En plus de ce défaut de coopération de la part du Gouvernement kényan, mon Bureau a été confronté à une série d’obstacles majeurs qui l’ont empêché d’enquêter de manière approfondie sur les violences postélectorales survenues en 2007 et 2008, et qui ont eu raison des enquêtes en l’espèce. Le Bureau a notamment été confronté aux difficultés suivantes :
· Un flux constant d’informations dénuées de tout fondement a été véhiculé dans les médias à propos des affaires relatives au Kenya ;
· Une campagne sans précédent a été menée dans les médias sociaux en vue de dévoiler l’identité de témoins protégés dans le cadre des affaires relatives au Kenya ;
· De vastes initiatives concertées ont été prises en vue de harceler, d’intimider et de menacer des individus qui souhaitaient témoigner.

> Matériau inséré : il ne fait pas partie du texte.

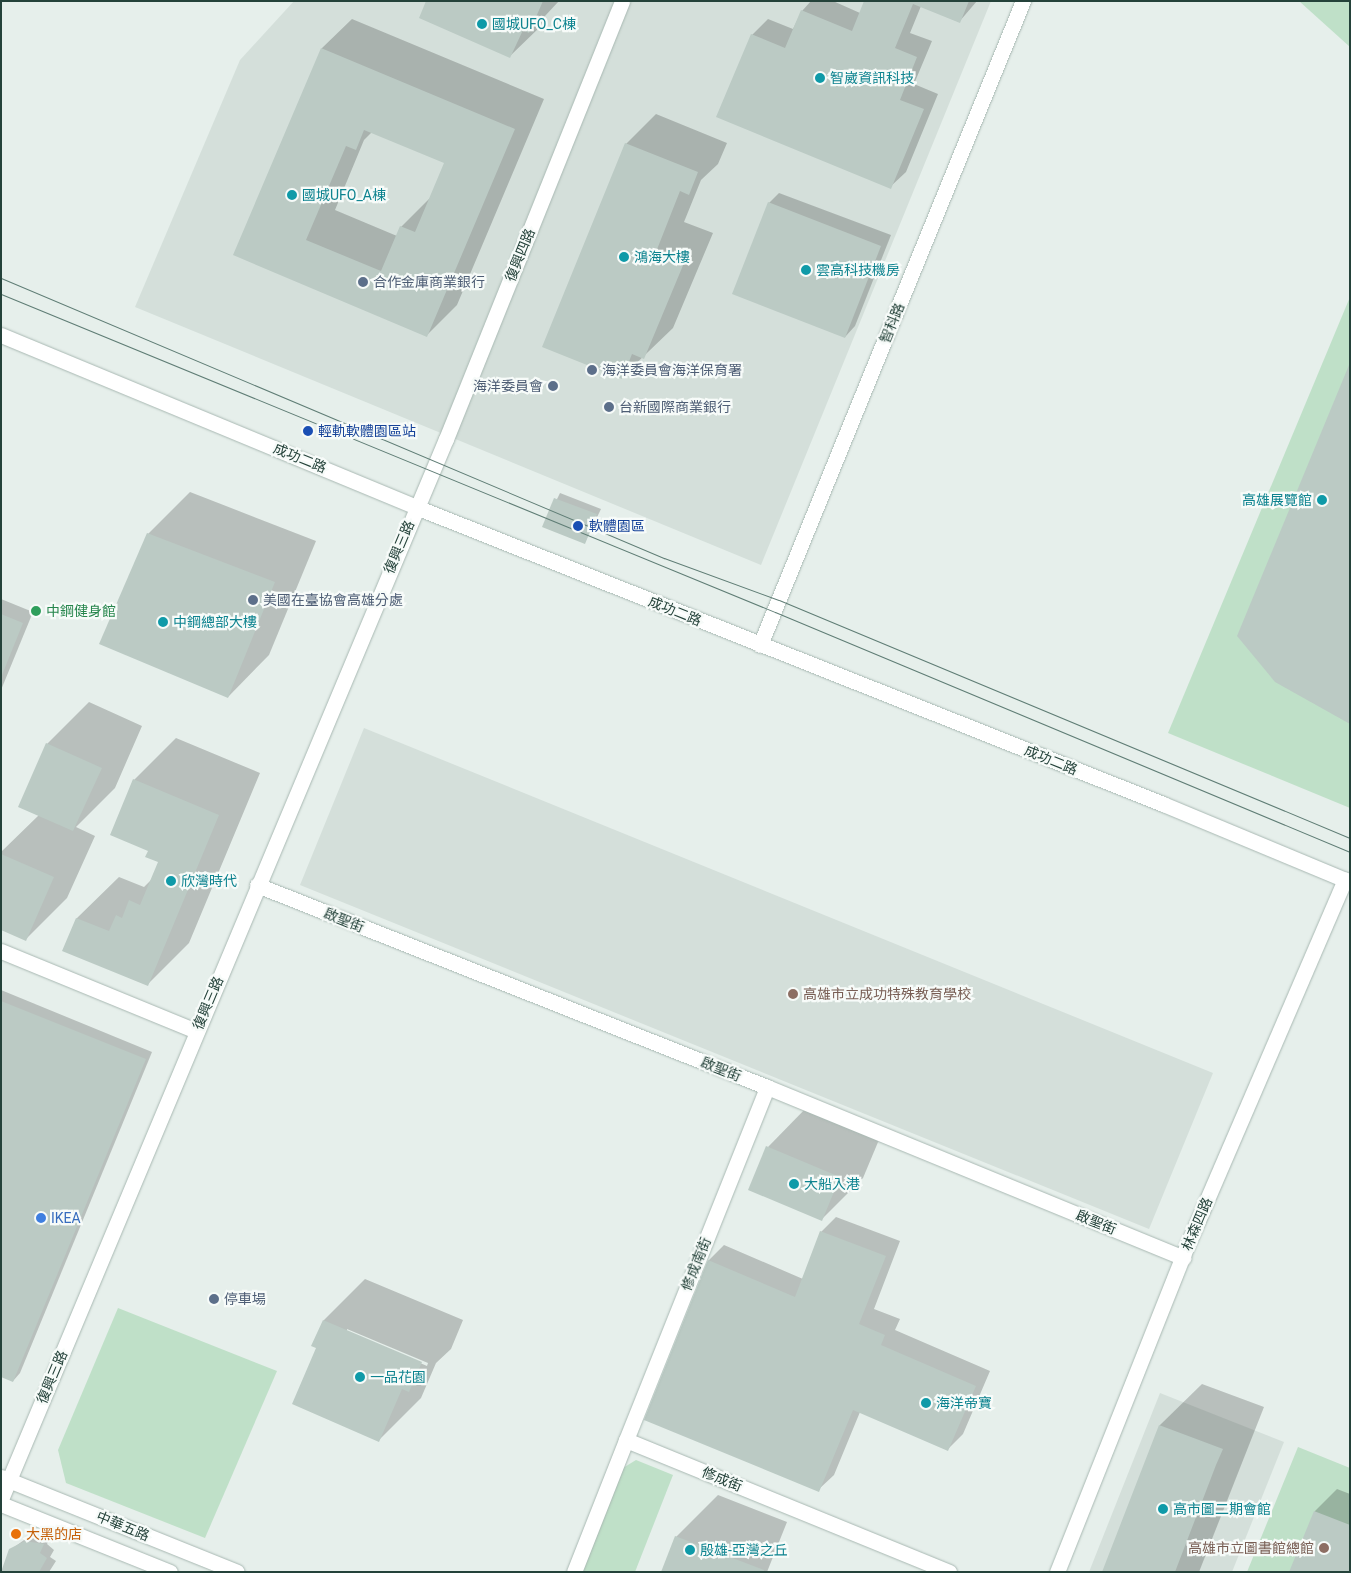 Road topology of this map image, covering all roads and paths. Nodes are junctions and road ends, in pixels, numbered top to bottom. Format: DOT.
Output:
graph roads {
  1 [pos="622,1"];
  2 [pos="1023,1"];
  3 [pos="1,335"];
  4 [pos="416,507"];
  5 [pos="760,645"];
  6 [pos="1347,881"];
  7 [pos="257,885"];
  8 [pos="1,951"];
  9 [pos="196,1031"];
  10 [pos="767,1087"];
  11 [pos="1183,1258"];
  12 [pos="626,1440"];
  13 [pos="4,1475"];
  14 [pos="1,1499"];
  15 [pos="1,1504"];
  16 [pos="170,1572"];
  17 [pos="236,1572"];
  18 [pos="574,1572"];
  19 [pos="949,1572"];
  20 [pos="1057,1572"];
  1 -- 4 [label="street, 復興四路"];
  2 -- 5 [label="street, 智科路"];
  3 -- 4 [label="street, 成功二路"];
  4 -- 5 [label="street, 成功二路"];
  4 -- 7 [label="street, 復興三路"];
  5 -- 6 [label="street, 成功二路"];
  6 -- 11 [label="street, 林森四路"];
  7 -- 9 [label="street, 復興三路"];
  7 -- 10 [label="street, 啟聖街"];
  8 -- 9 [label="street"];
  9 -- 13 [label="street, 復興三路"];
  10 -- 11 [label="street, 啟聖街"];
  10 -- 12 [label="street, 修成南街"];
  11 -- 20 [label="street, 林森四路"];
  12 -- 18 [label="street"];
  12 -- 19 [label="street, 修成街"];
  13 -- 14 [label="street, 復興三路"];
  13 -- 17 [label="street, 中華五路"];
  15 -- 16 [label="street, 中華五路"];
} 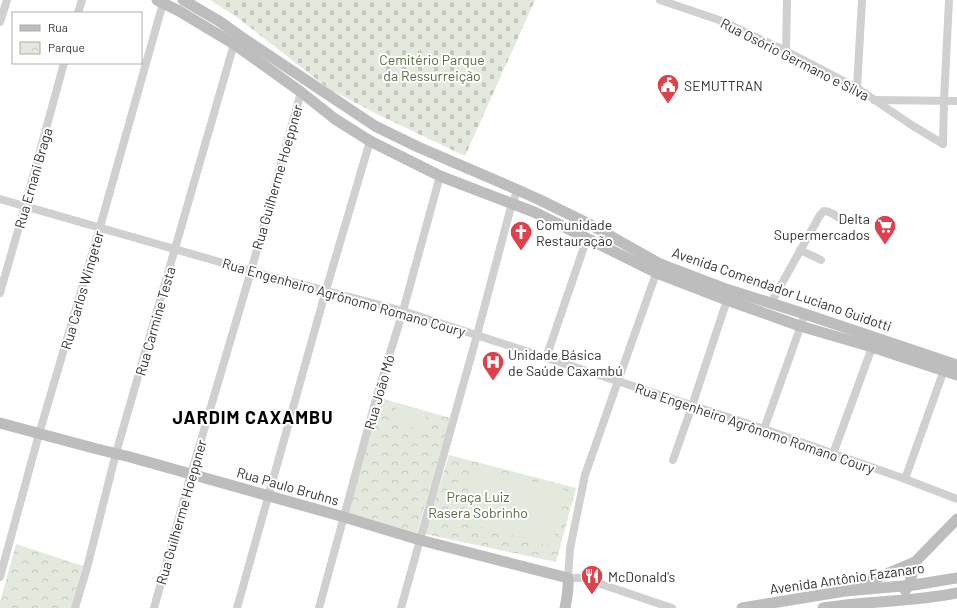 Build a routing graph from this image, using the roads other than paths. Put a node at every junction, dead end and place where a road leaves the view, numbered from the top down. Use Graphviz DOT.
graph roads {
  1 [pos="6,0"];
  2 [pos="82,0"];
  3 [pos="183,0"];
  4 [pos="660,0"];
  5 [pos="787,0"];
  6 [pos="862,0"];
  7 [pos="949,0"];
  8 [pos="160,1"];
  9 [pos="78,12"];
  10 [pos="0,22"];
  11 [pos="237,40"];
  12 [pos="786,51"];
  13 [pos="64,64"];
  14 [pos="857,88"];
  15 [pos="301,92"];
  16 [pos="874,100"];
  17 [pos="944,101"];
  18 [pos="957,101"];
  19 [pos="370,141"];
  20 [pos="440,176"];
  21 [pos="518,190"];
  22 [pos="0,199"];
  23 [pos="512,203"];
  24 [pos="25,206"];
  25 [pos="842,220"];
  26 [pos="100,227"];
  27 [pos="587,238"];
  28 [pos="176,249"];
  29 [pos="800,250"];
  30 [pos="820,260"];
  31 [pos="659,268"];
  32 [pos="251,271"];
  33 [pos="326,290"];
  34 [pos="0,293"];
  35 [pos="727,300"];
  36 [pos="771,303"];
  37 [pos="403,311"];
  38 [pos="805,314"];
  39 [pos="800,326"];
  40 [pos="477,335"];
  41 [pos="874,342"];
  42 [pos="546,358"];
  43 [pos="957,364"];
  44 [pos="944,370"];
  45 [pos="957,375"];
  46 [pos="618,381"];
  47 [pos="692,406"];
  48 [pos="0,423"];
  49 [pos="764,429"];
  50 [pos="39,434"];
  51 [pos="116,453"];
  52 [pos="833,454"];
  53 [pos="673,460"];
  54 [pos="191,474"];
  55 [pos="905,479"];
  56 [pos="268,496"];
  57 [pos="957,499"];
  58 [pos="344,517"];
  59 [pos="957,519"];
  60 [pos="420,540"];
  61 [pos="915,562"];
  62 [pos="893,572"];
  63 [pos="0,578"];
  64 [pos="568,578"];
  65 [pos="957,578"];
  66 [pos="909,586"];
  67 [pos="845,591"];
  68 [pos="957,593"];
  69 [pos="894,601"];
  70 [pos="75,608"];
  71 [pos="154,608"];
  72 [pos="237,608"];
  73 [pos="319,608"];
  74 [pos="400,608"];
  75 [pos="564,608"];
  76 [pos="672,608"];
  77 [pos="742,608"];
  78 [pos="823,608"];
  1 -- 10 [label="street"];
  2 -- 9 [label="street"];
  3 -- 11 [label="main road, Avenida Comendador Luciano Guidotti"];
  4 -- 12 [label="street, Rua Osório Germano e Silva"];
  5 -- 12 [label="street"];
  6 -- 14 [label="street"];
  7 -- 17 [label="street"];
  8 -- 11 [label="main road, Avenida Comendador Luciano Guidotti"];
  8 -- 26 [label="street, Rua Carlos Wingeter"];
  11 -- 15 [label="main road, Avenida Comendador Luciano Guidotti"];
  11 -- 21 [label="main road, Avenida Comendador Luciano Guidotti"];
  11 -- 28 [label="street, Rua Carmine Testa"];
  12 -- 14 [label="street, Rua Osório Germano e Silva"];
  13 -- 24 [label="street, Rua Ernani Braga"];
  14 -- 16 [label="street, Rua Osório Germano e Silva"];
  15 -- 19 [label="main road, Avenida Comendador Luciano Guidotti"];
  15 -- 32 [label="street, Rua Guilherme Hoeppner"];
  16 -- 17 [label="street"];
  16 -- 17 [label="street, Rua Osório Germano e Silva"];
  17 -- 18 [label="street"];
  19 -- 20 [label="main road, Avenida Comendador Luciano Guidotti"];
  19 -- 33 [label="street"];
  20 -- 23 [label="main road, Avenida Comendador Luciano Guidotti"];
  20 -- 37 [label="street, Rua João Mó"];
  21 -- 23 [label="street"];
  21 -- 31 [label="main road, Avenida Comendador Luciano Guidotti"];
  22 -- 24 [label="street, Rua Engenheiro Agrônomo Romano Coury"];
  23 -- 27 [label="main road, Avenida Comendador Luciano Guidotti"];
  23 -- 40 [label="street"];
  24 -- 26 [label="street, Rua Engenheiro Agrônomo Romano Coury"];
  24 -- 34 [label="street, Rua Ernani Braga"];
  25 -- 29 [label="street"];
  26 -- 28 [label="street, Rua Engenheiro Agrônomo Romano Coury"];
  26 -- 50 [label="street, Rua Carlos Wingeter"];
  27 -- 31 [label="main road, Avenida Comendador Luciano Guidotti"];
  27 -- 42 [label="street"];
  28 -- 32 [label="street, Rua Engenheiro Agrônomo Romano Coury"];
  28 -- 51 [label="street, Rua Carmine Testa"];
  29 -- 30 [label="street"];
  29 -- 36 [label="street"];
  31 -- 35 [label="main road, Avenida Comendador Luciano Guidotti"];
  31 -- 36 [label="main road, Avenida Comendador Luciano Guidotti"];
  31 -- 46 [label="street"];
  32 -- 33 [label="street, Rua Engenheiro Agrônomo Romano Coury"];
  32 -- 54 [label="street, Rua Guilherme Hoeppner"];
  33 -- 37 [label="street, Rua Engenheiro Agrônomo Romano Coury"];
  33 -- 56 [label="street"];
  35 -- 39 [label="main road, Avenida Comendador Luciano Guidotti"];
  35 -- 47 [label="street"];
  36 -- 38 [label="main road, Avenida Comendador Luciano Guidotti"];
  37 -- 40 [label="street, Rua Engenheiro Agrônomo Romano Coury"];
  37 -- 58 [label="street, Rua João Mó"];
  38 -- 39 [label="street"];
  38 -- 41 [label="main road, Avenida Comendador Luciano Guidotti"];
  39 -- 41 [label="main road, Avenida Comendador Luciano Guidotti"];
  39 -- 49 [label="street"];
  40 -- 42 [label="street, Rua Engenheiro Agrônomo Romano Coury"];
  40 -- 60 [label="street"];
  41 -- 43 [label="main road, Avenida Comendador Luciano Guidotti"];
  41 -- 44 [label="main road, Avenida Comendador Luciano Guidotti"];
  41 -- 52 [label="street"];
  42 -- 46 [label="street, Rua Engenheiro Agrônomo Romano Coury"];
  44 -- 45 [label="main road, Avenida Comendador Luciano Guidotti"];
  44 -- 55 [label="street"];
  46 -- 47 [label="street, Rua Engenheiro Agrônomo Romano Coury"];
  46 -- 64 [label="street"];
  47 -- 49 [label="street, Rua Engenheiro Agrônomo Romano Coury"];
  47 -- 53 [label="street"];
  48 -- 50 [label="main road, Rua Paulo Bruhns"];
  49 -- 52 [label="street, Rua Engenheiro Agrônomo Romano Coury"];
  50 -- 51 [label="main road, Rua Paulo Bruhns"];
  50 -- 63 [label="street, Rua Carlos Wingeter"];
  51 -- 54 [label="main road, Rua Paulo Bruhns"];
  51 -- 70 [label="street, Rua Carmine Testa"];
  52 -- 55 [label="street, Rua Engenheiro Agrônomo Romano Coury"];
  54 -- 56 [label="main road, Rua Paulo Bruhns"];
  54 -- 71 [label="street, Rua Guilherme Hoeppner"];
  55 -- 57 [label="street, Rua Engenheiro Agrônomo Romano Coury"];
  56 -- 58 [label="main road, Rua Paulo Bruhns"];
  56 -- 72 [label="street"];
  58 -- 60 [label="main road, Rua Paulo Bruhns"];
  58 -- 73 [label="street, Rua João Mó"];
  59 -- 61 [label="main road"];
  60 -- 64 [label="main road, Rua Paulo Bruhns"];
  60 -- 74 [label="street"];
  61 -- 62 [label="main road"];
  61 -- 66 [label="main road"];
  62 -- 66 [label="main road"];
  62 -- 67 [label="main road"];
  64 -- 75 [label="main road"];
  64 -- 76 [label="street"];
  65 -- 66 [label="main road, Avenida Antônio Fazanaro"];
  66 -- 67 [label="main road, Avenida Antônio Fazanaro"];
  66 -- 69 [label="main road"];
  67 -- 77 [label="main road, Avenida Antônio Fazanaro"];
  68 -- 69 [label="main road, Avenida Antônio Fazanaro"];
  69 -- 78 [label="main road, Avenida Antônio Fazanaro"];
}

Il va sans dire que la non-transmission de certains documents importants par les autorités kényanes a eu des répercussions fâcheuses sur cette affaire. Ce comportement a, en premier lieu, privé les victimes de leur droit à connaître toute la vérité sur les événements survenus en 2007 et en 2008. Il a, en second lieu, entravé ma capacité à mener une enquête à son terme. Et il a, en dernier lieu, empêché les juges d’exercer leurs fonctions essentielles consistant à évaluer les éléments de preuve et à établir la vérité.
Enfin, les obstacles que nous avons rencontrés en tentant d’obtenir la coopération nécessaire pour mener notre enquête ont globalement retardé et entravé, dans une large mesure, le cours de la justice pour les victimes dans le cadre de cette affaire.